Genetic alterations in hepatocellular carcinoma: An update

Figure 1 The impact of genetic alterations on hepatocarcinogenesis. Genetic alterations in hepatocarcinogenesis are connected to underlying etiologies, such as HBV, HCV, dietary AFB1 exposure and alcohol intake.

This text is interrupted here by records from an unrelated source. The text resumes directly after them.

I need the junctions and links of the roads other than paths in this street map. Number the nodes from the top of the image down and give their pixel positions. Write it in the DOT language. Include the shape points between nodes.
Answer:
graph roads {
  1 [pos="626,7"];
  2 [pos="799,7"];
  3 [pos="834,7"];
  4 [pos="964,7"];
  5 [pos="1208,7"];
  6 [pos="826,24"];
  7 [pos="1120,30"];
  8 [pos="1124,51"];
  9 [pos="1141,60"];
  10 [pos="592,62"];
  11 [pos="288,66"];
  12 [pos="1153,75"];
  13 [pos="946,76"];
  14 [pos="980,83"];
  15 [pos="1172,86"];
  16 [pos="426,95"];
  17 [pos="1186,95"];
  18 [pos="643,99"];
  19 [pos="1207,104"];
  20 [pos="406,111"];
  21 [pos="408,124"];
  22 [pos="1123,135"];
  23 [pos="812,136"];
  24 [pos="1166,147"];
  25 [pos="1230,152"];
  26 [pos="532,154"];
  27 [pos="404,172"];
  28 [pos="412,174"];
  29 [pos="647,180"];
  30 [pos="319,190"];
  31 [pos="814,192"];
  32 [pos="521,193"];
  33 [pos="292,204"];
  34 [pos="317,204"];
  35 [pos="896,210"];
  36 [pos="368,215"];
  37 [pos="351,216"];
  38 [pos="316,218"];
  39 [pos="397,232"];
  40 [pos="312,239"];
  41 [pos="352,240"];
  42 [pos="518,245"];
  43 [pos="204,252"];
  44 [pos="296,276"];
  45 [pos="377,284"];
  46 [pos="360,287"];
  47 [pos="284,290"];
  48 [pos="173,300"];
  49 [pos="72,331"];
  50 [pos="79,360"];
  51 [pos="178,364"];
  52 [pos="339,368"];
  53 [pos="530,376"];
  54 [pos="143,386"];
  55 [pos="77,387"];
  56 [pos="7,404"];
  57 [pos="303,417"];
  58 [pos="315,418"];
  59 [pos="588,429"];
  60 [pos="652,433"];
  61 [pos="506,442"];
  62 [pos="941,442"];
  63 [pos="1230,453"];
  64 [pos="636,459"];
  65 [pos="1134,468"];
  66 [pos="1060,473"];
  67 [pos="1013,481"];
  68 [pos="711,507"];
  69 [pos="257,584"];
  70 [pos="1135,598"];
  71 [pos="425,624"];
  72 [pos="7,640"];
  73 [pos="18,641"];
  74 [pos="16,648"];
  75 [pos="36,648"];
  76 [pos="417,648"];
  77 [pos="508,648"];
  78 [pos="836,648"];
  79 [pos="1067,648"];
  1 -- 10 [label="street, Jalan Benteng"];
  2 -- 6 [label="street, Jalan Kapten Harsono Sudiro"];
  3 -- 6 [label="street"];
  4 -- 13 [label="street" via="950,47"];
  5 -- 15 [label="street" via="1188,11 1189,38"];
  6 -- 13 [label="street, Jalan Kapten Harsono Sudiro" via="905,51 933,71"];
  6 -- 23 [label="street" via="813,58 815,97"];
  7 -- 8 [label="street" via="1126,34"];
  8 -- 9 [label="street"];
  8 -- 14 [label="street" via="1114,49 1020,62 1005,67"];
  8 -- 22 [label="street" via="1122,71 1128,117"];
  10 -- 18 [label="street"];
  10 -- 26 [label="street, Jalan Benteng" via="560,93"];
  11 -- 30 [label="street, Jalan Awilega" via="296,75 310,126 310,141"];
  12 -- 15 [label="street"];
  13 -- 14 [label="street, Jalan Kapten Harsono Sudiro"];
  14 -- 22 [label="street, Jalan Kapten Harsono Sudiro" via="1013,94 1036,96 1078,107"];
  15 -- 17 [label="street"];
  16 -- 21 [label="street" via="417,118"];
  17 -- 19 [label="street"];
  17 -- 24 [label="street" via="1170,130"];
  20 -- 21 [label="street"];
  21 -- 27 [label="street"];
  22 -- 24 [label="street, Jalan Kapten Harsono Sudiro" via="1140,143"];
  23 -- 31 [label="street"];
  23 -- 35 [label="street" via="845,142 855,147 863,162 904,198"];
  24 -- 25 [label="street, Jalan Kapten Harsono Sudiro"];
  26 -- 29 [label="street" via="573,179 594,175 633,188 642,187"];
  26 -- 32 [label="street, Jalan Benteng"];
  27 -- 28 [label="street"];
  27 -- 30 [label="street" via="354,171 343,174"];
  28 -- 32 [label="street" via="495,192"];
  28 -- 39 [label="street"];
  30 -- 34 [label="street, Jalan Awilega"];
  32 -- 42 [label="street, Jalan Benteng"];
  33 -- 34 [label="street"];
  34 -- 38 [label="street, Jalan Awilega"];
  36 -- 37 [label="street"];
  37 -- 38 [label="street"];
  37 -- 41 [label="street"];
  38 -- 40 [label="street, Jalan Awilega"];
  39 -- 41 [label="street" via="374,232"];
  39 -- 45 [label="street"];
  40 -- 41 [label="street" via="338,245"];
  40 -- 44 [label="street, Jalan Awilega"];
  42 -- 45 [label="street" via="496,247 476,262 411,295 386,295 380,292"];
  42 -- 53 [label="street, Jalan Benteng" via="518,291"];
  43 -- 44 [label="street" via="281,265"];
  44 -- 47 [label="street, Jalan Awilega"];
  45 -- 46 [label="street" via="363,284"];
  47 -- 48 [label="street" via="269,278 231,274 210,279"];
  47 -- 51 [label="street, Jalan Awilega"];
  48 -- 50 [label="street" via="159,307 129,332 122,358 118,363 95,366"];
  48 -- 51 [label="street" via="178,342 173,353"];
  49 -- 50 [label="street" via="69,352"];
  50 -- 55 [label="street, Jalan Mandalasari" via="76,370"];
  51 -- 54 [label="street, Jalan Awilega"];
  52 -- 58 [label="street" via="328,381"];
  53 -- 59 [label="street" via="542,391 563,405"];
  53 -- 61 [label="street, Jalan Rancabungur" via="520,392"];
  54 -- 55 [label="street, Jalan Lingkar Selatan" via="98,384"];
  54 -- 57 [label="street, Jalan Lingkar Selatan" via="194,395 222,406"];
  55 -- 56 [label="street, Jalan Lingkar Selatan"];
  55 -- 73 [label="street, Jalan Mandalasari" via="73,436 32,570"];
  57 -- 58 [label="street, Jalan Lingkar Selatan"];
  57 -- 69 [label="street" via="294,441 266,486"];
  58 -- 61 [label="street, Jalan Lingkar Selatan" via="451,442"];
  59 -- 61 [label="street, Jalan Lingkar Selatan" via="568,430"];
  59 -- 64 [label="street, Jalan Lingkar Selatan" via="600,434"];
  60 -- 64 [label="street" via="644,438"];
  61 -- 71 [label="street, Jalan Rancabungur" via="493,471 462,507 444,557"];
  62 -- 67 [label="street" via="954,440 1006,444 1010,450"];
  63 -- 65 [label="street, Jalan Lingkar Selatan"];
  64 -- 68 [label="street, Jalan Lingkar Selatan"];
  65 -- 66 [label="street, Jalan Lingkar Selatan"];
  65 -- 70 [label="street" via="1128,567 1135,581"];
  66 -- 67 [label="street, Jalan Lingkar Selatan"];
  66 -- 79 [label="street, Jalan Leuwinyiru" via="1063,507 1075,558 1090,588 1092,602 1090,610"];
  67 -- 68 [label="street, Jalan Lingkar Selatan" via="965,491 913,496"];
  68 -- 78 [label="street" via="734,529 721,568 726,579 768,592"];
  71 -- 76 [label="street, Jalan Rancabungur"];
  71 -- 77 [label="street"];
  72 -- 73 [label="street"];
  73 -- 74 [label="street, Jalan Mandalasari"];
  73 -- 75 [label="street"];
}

Genomic instability accumulates slowly in a limited number of genes during the early preneoplastic stage, such as the development of cirrhosis, and the accumulation of genetic and epigenetic alterations accelerates throughout the formation of preneoplastic lesions, such as LGDNs and HGDNs, and into the development HCC; HBV: Hepatitis B virus; HCV: Hepatitis C virus; AFB1: Aflatoxin B1; LGDN: Low grade dysplastic nodule; HGDN: High grade dysplastic nodule; HCC: Hepatocellular carcinoma; CIN: Chromosomal instability; MSI: Microsatellite instability; TERT: Telomerase reverse-transcriptase; ARID1A: AT-rich interactive domain-containing protein 1A; ARID2: AT-rich interactive domain-containing protein 2; NFE2L2 or NRF2: Nuclear factor erythroid-derived 2-like 2; KEAP1: Kelch-like ECH-associated protein 1; JAK1: Janus kinase 1; RPS6KA3: Ribosomal protein S6 kinase polypeptide 3.